Palliative care is provided by Cornwall Hospice Care.

During 2015 there was a programme funded with £44.5m from the Better Care Fund intended to ensure care packages were available for patients leaving hospitals in Cornwall but between July and September a total of 3,815 hospital bed days were lost because of problems with social care packages, compared with 2,255 days for the same period in 2014, meaning that there were 69% more delays in discharging people from hospital.

Community services were provided by Peninsula Community Health from 2011 but from April 2016 will be taken over by a consortium of Royal Cornwall Hospitals NHS Trust, Cornwall Partnership NHS Foundation Trust and Kernow Health CIC.

In May 2017 there was a backlog of 14,000 people unable to register with an NHS dentist in the county. Waiting times for routine appointments were up to eighteen months.

Cornwall Council confirmed Mears Group as lead strategic partner for the delivery of extra care in Cornwall with a seven year agreement for 750 extra care housing units worth £150 million.

==Healthwatch==
Healthwatch was set up under the Health and Social Care Act 2012 to act as a voice for patients. There is one Healthwatch for Cornwall and a separate Healthwatch for the Isles of Scilly.

==Mental health==
NHS mental health services in the county are largely provided by Cornwall Partnership NHS Foundation Trust. According to the trust between 8 and 12 patients a month have to be sent out of Cornwall, because there is an "inadequate provision" of beds.

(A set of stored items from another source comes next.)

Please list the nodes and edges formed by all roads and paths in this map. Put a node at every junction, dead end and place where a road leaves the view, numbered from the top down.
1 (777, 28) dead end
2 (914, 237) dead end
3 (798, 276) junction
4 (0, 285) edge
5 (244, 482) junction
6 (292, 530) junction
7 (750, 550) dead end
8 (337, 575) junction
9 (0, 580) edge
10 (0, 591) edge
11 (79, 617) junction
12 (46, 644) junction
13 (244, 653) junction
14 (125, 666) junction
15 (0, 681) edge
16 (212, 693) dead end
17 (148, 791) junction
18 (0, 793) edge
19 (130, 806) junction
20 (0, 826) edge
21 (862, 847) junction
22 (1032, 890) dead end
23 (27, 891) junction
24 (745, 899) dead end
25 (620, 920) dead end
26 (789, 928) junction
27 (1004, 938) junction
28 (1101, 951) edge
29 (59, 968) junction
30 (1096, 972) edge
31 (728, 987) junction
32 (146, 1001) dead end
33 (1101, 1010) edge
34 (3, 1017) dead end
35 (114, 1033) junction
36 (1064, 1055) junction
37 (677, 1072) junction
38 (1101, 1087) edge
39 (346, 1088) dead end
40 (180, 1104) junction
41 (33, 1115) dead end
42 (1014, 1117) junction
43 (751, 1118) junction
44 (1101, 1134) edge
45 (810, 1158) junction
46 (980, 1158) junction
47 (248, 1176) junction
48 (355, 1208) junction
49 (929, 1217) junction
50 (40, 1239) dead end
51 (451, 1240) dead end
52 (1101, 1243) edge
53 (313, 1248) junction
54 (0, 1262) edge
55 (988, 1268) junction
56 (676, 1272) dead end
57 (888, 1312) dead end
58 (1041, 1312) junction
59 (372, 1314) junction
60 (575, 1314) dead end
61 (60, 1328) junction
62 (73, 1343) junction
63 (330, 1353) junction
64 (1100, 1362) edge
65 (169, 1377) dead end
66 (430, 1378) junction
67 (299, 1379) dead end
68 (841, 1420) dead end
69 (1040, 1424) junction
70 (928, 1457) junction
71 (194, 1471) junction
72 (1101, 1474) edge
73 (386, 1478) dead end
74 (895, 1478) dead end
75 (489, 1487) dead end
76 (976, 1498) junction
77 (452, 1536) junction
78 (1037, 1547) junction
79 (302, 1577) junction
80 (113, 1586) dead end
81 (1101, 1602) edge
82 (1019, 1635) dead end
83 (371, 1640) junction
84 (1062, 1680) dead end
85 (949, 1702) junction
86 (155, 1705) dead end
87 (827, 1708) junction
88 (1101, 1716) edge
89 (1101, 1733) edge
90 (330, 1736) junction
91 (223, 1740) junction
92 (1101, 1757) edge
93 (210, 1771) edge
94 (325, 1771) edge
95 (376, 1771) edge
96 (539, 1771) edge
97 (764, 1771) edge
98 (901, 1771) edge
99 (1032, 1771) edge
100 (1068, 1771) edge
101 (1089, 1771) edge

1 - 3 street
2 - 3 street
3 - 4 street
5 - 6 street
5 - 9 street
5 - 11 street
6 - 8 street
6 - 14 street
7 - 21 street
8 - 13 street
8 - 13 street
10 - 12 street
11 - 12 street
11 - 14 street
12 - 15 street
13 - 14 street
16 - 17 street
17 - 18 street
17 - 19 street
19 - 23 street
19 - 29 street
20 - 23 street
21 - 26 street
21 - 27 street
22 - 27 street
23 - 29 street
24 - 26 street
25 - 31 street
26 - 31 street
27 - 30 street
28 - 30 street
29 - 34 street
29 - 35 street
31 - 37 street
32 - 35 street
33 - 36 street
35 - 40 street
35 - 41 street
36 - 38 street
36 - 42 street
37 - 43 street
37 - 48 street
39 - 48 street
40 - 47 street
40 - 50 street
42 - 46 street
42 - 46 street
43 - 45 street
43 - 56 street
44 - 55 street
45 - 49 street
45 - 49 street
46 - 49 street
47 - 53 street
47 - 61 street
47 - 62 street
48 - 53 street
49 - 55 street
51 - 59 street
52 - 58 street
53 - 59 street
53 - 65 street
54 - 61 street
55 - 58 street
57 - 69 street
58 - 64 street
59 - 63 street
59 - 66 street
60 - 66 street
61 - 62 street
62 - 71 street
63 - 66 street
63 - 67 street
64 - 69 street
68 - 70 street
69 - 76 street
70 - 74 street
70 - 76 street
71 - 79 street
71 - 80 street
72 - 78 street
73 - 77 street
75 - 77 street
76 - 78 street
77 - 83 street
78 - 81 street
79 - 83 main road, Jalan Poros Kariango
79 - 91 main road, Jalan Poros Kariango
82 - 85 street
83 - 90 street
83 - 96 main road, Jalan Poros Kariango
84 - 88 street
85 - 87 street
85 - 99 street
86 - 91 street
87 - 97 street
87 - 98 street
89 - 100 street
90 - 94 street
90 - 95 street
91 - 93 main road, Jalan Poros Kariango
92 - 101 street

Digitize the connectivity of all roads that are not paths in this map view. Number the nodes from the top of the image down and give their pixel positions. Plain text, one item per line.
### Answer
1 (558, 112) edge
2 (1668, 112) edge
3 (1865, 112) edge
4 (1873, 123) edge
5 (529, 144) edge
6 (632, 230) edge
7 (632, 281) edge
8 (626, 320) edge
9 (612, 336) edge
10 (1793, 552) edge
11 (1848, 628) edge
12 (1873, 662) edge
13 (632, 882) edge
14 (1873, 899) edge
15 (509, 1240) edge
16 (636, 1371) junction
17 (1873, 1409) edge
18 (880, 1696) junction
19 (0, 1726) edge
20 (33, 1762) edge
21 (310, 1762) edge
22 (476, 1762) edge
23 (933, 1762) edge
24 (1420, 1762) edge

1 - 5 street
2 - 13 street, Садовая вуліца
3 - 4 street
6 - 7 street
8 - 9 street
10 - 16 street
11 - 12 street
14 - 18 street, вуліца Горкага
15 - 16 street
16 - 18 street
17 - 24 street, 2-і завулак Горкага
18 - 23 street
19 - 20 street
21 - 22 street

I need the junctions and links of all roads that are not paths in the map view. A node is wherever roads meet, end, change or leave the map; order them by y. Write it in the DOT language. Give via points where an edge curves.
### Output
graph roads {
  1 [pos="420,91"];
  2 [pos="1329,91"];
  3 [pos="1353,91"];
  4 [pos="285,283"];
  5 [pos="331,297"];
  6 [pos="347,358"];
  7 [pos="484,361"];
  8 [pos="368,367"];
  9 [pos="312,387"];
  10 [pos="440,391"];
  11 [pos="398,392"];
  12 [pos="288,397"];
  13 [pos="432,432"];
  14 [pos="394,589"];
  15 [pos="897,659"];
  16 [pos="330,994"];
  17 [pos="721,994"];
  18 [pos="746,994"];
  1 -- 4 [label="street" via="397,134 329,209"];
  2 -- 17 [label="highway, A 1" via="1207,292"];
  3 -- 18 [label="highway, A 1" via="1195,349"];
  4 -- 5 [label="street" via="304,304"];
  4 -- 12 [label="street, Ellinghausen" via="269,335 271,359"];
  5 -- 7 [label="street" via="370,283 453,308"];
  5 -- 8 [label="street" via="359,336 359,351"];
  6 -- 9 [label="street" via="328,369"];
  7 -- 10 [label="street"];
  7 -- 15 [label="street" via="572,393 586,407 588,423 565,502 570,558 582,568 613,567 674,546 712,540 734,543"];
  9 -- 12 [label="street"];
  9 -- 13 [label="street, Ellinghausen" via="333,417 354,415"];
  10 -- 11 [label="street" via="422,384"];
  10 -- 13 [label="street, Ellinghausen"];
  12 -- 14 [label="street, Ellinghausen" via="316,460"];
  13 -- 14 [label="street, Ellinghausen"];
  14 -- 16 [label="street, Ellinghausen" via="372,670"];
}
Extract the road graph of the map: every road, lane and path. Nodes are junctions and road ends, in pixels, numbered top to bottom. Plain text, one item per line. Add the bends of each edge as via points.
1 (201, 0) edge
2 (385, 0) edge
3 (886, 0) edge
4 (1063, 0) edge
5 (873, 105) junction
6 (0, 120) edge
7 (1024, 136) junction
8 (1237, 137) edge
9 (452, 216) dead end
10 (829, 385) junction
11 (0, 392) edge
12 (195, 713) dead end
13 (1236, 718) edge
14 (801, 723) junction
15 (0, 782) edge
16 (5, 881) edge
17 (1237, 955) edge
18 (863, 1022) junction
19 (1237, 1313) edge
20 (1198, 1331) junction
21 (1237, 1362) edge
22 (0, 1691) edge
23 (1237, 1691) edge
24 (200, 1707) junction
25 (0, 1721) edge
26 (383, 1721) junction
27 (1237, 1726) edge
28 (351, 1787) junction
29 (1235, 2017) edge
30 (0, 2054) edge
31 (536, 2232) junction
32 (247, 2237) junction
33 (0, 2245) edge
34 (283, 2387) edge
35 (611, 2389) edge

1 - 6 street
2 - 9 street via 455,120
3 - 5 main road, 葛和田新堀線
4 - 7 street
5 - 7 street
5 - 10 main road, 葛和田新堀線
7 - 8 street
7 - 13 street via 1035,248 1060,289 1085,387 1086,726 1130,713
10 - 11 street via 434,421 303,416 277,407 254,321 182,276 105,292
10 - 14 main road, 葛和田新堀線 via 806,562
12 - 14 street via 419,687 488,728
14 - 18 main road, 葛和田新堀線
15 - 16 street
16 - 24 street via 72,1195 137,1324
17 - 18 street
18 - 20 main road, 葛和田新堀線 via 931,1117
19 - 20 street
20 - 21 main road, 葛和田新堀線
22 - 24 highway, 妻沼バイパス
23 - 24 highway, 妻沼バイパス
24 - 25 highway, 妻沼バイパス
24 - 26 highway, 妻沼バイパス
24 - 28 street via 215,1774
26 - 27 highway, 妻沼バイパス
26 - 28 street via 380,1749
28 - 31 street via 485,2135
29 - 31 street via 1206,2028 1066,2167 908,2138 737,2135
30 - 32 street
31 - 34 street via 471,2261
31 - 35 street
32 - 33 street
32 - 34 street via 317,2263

==Hospital and acute care==
Royal Cornwall Hospitals NHS Trust provides hospital care in the west of the county. University Hospitals Plymouth NHS Trust serves the east. Specialised services are provided from other trusts outside the area. Cornwall Air Ambulance was the first dedicated helicopter emergency medical service operational in the United Kingdom. The Duchy Hospital in Truro run by Ramsay Health Care UK is the only private hospital in the County. It has 27 in-patient beds.

In May 2015 it was reported that Cornwall Partnership NHS Foundation Trust and Royal Cornwall Hospitals NHS Trust were considering a merger. In March 2022 it was announced, after prolonged and repeated delays, that the merger would not be going ahead.

Cornwall had 134 patients, the second-highest number in England, waiting more than 12 months for treatment in November 2018

Staff at South Western Ambulance Service NHS Foundation Trust reported 29 serious incidents in Cornwall between October and December 2021 during an inspection by the Care Quality Commission. The inspectors reported that exhaustion was leading to “high levels of staff sickness and staff resignations” with high vacancy rates for nursing staff in adult social care services. They also found a “lack of joined up communication across the system has resulted in people facing lengthy delays as they wait for assessment and treatment”. In August 2022 the average waiting time for category 2 calls was “hovering around 200 minutes when the national target response time is 18 minutes. Nearly half of the trust’s community beds were occupied by patients who were medically fit to leave but waiting to be placed in their next care setting.